Some argue that the introduction of the harm minimisation practice of issuing clean syringes has promoted drug use. But the facts show this not to be true. For example statistics show a steady exponential upward trend for overdose deaths from 1979 to 1999 – on average doubling about every 5.8 years. That upward trend has been unaffected by any policy introduced during that time, including harm minimisation. (Noting of course the reduction in deaths since 1999 caused by a shortage of heroin which was caused by ...– but that is another issue and something for a different discussion.)

Meanwhile Australia can boast one of the lowest HIV infection rates because of its needle and syringe program (NSP). A recent report commissioned by the Commonwealth Department of Health and Ageing said: "In cities that had ever had NSPs, there had been an average annual decrease in HIV prevalence of 18.6%, compared with an average annual increase of 8.1% in cities without such programs." (My emphasis.)

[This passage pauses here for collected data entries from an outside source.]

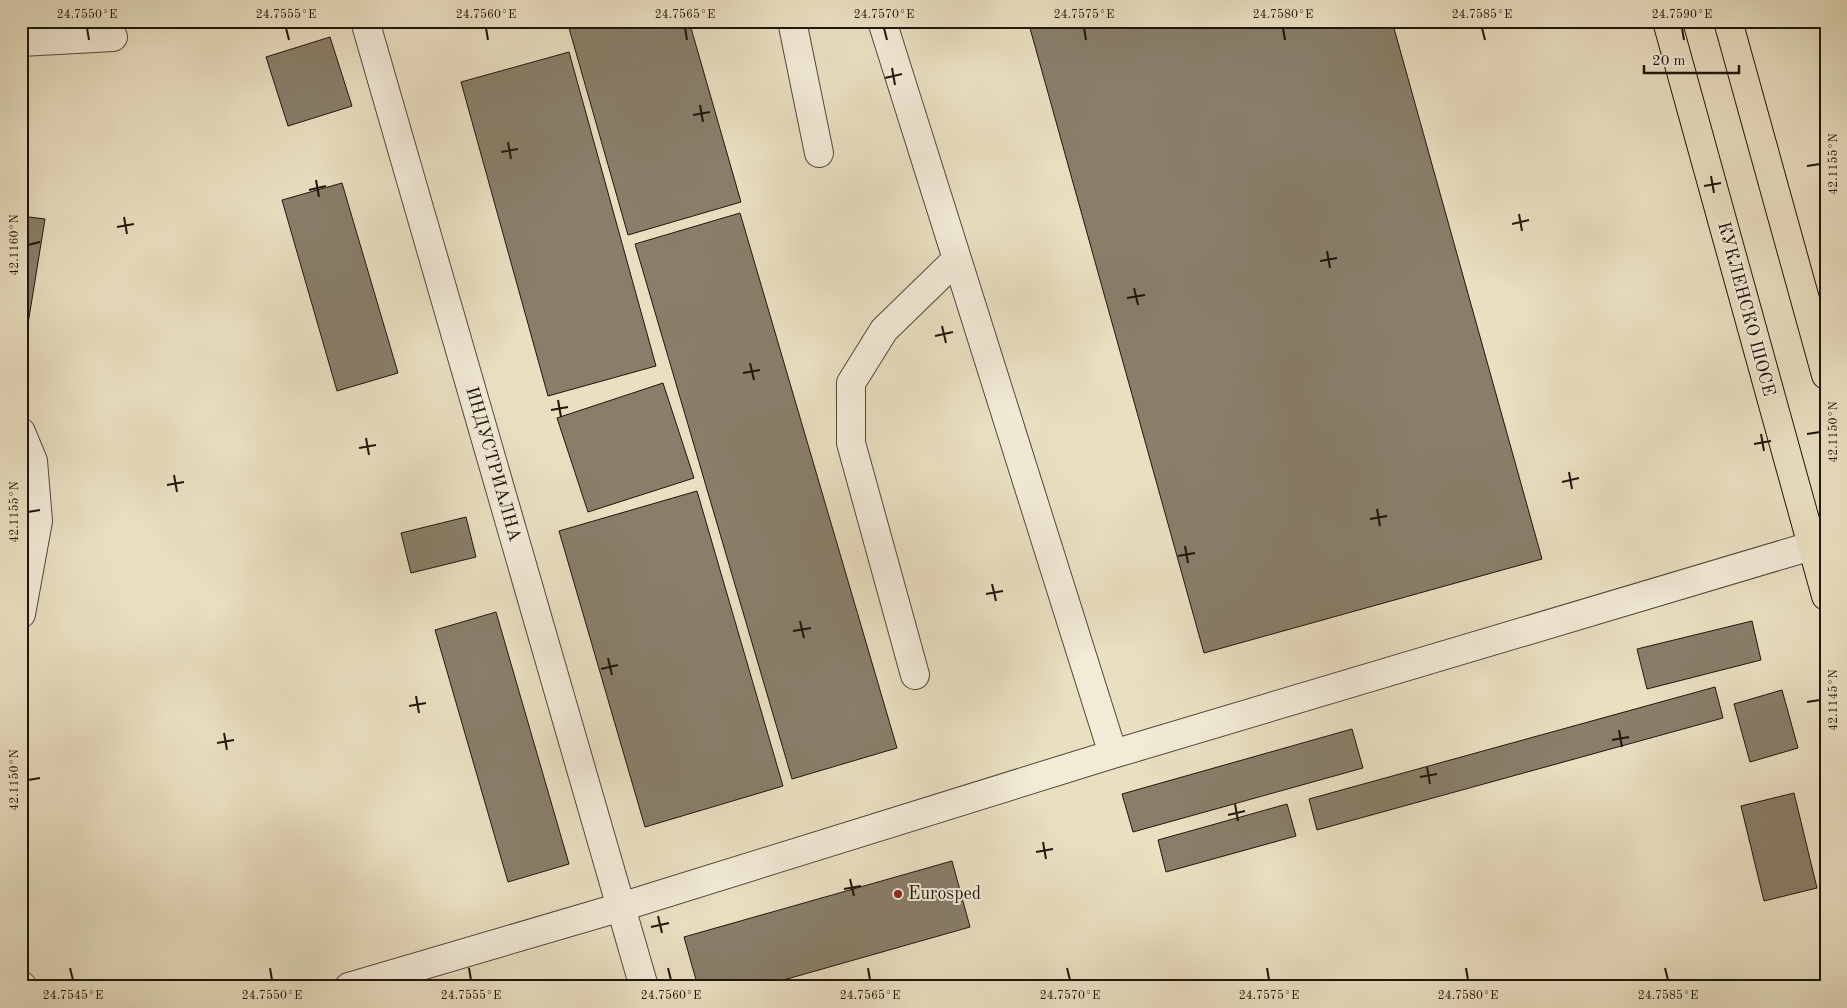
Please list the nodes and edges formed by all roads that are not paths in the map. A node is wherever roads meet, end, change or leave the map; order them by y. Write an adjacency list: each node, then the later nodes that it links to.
1 (365, 21): 17 (street, ИНДУСТРИАЛНА)
2 (792, 21): 8 (street)
3 (882, 21): 9 (street)
4 (1667, 21): 12 (main road, КУКЛЕНСКО ШОСЕ)
5 (1728, 21): 10 (main road)
6 (113, 37): 7 (street)
7 (21, 42)
8 (819, 153)
9 (956, 259): 15 (street); 16 (street)
10 (1826, 375)
11 (21, 432): 14 (street)
12 (1811, 546): 13 (main road, КУКЛЕНСКО ШОСЕ); 16 (street)
13 (1826, 596)
14 (21, 614)
15 (915, 675)
16 (1113, 754): 17 (street)
17 (621, 907): 18 (street); 19 (street, ИНДУСТРИАЛНА)
18 (349, 987)
19 (644, 987)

There are many harms caused by drug use. Some are directly related to the drugs themselves and others are from attempts to stop their use. Identifying harms in these two groups spotlights implications for drug policies.

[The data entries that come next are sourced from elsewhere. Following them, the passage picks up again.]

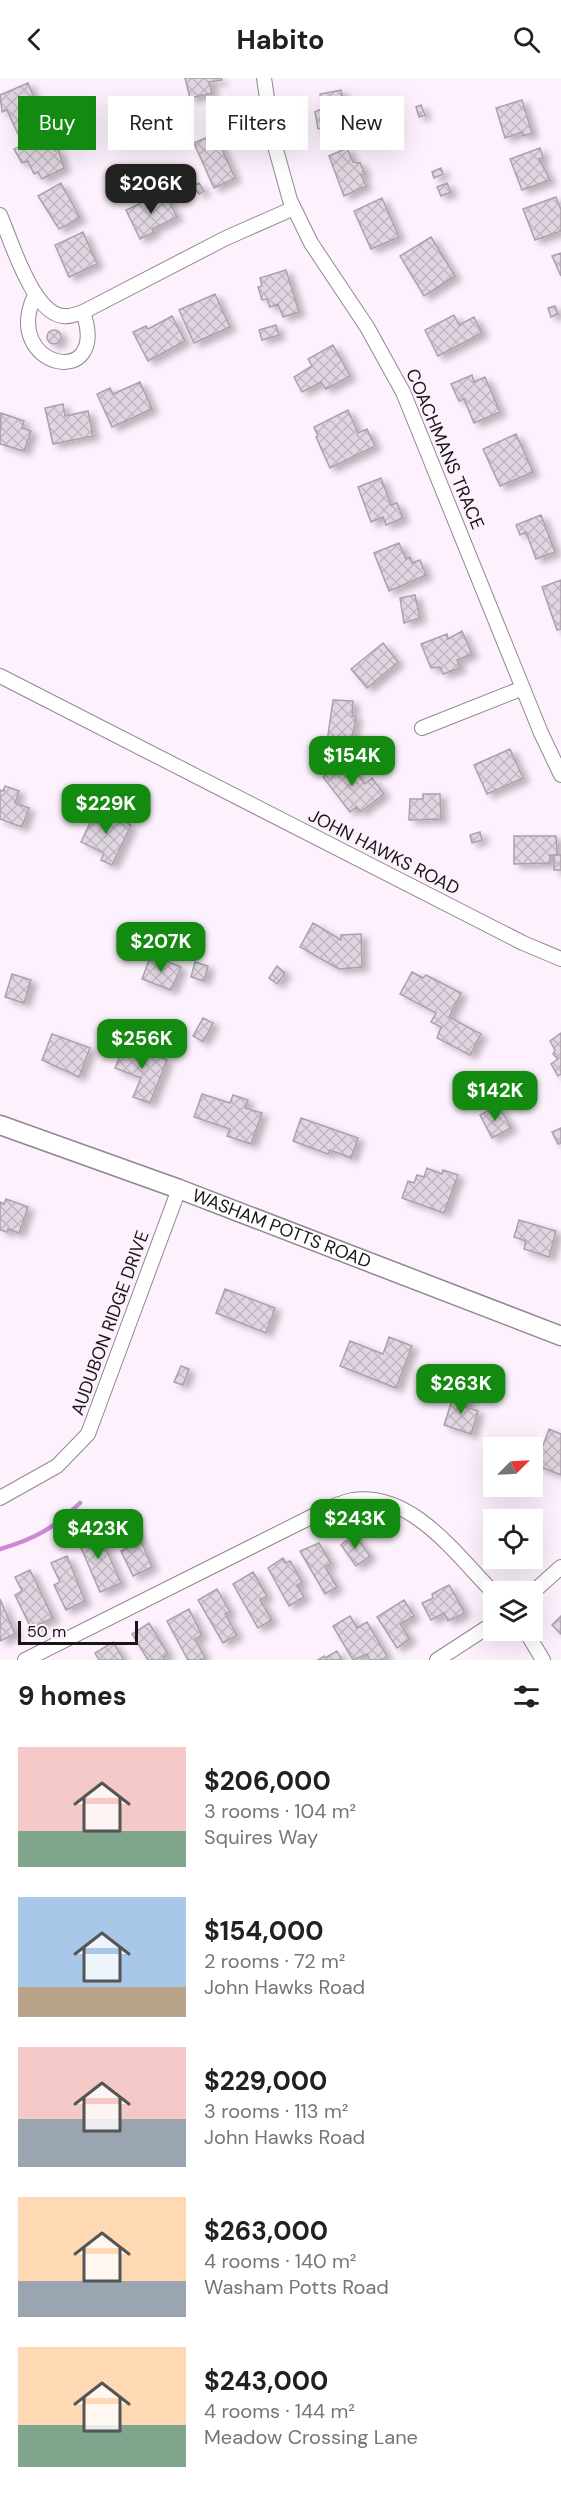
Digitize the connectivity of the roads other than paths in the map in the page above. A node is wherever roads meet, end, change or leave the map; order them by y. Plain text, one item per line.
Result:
1 (264, 78) edge
2 (294, 208) junction
3 (0, 215) edge
4 (35, 295) junction
5 (83, 312) junction
6 (0, 675) edge
7 (523, 688) junction
8 (422, 728) dead end
9 (561, 775) edge
10 (561, 959) edge
11 (0, 1125) edge
12 (178, 1189) junction
13 (561, 1336) edge
14 (0, 1498) edge
15 (561, 1567) edge
16 (483, 1582) edge
17 (543, 1583) edge
18 (483, 1630) edge
19 (532, 1641) edge
20 (26, 1660) edge
21 (436, 1660) edge
22 (543, 1660) edge

1 - 2 street, COACHMANS TRACE
2 - 5 street
2 - 7 street, COACHMANS TRACE
3 - 4 street
4 - 5 street
4 - 5 street
6 - 10 street, JOHN HAWKS ROAD
7 - 8 street
7 - 9 street, COACHMANS TRACE
11 - 12 street, WASHAM POTTS ROAD
12 - 13 street, WASHAM POTTS ROAD
12 - 14 street, AUDUBON RIDGE DRIVE
15 - 17 street
16 - 20 street
18 - 21 street
19 - 22 street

The intrinsic harms of the drugs include addiction, overdose, the long and short term effects on the brain and body, family disintegration and so on.

Harms caused by prohibition laws include the lack of quality control (because the black market is unregulated) contributing to overdose or to consequential health problems, using in risky locations, risky methods of use, transmission of blood born viruses, high drug price leaving little money for food and shelter and leading to financial ruin, imposition of criminal records which affect users’ future. There are also harms to society such as crime and corruption, diversion of resources away from health and welfare to law enforcement, family disintegration and so on.

The prejudicial effects of prohibition are even more insidious. Judge Judy when visiting Australia advocated handing out dirty syringes to infect and kill drug users. Major Watters, Chairman of the Australian National Council on Drugs wants to lock up the drug addicted until they are cured: "It's surprising what a wake-up it is when the cell door clangs shut. It's a great motivation," he said in February 1999. Overseas, death squads in Thailand (thought to comprise Thai police but denied by that government) have so far murdered over 1,400 suspected drug traffickers which the United Nations Drug Control representative in that country appears to condone. Talk-back-radio callers want the same to apply in Australia. Despite what one thinks about drug dealers, the rule of law, should prevail.

So far Prime Minister Howard’s "Tough on Drugs Strategy" has not adopted any of these extreme approaches. Although it did have a brief flirtation with zero tolerance in schools - and some schools, with government applauding from the sideline, expelled children caught with illegal drugs.

About one third of all current school children have tried cannabis. Thus "zero tolerance" in schools could have meant about 400,000 Australian children separated from a vital tie with their community, under-educated, unemployable, and with a great deal of time on their hands. Fortunately that heavy handed aspect of the ‘zero tolerance’ in schools policy has been withdrawn.

Prohibition policies are counter-productive. Prohibition of drugs created the black market. Its enormous profits now drive the drug market and promote drug use. The lack of past success in stopping this black market suggests that it is beyond the ability of governments to control.

Any progress made in finding better ways of dealing with drug problems has not been by additional prohibition measures but by harm minimisation strategies. Harm minimisation is a philosophy that is protecting all Australians from the excesses of prohibition policies. It is one which Australia cannot afford to abandon nor to allow to be removed by stealth.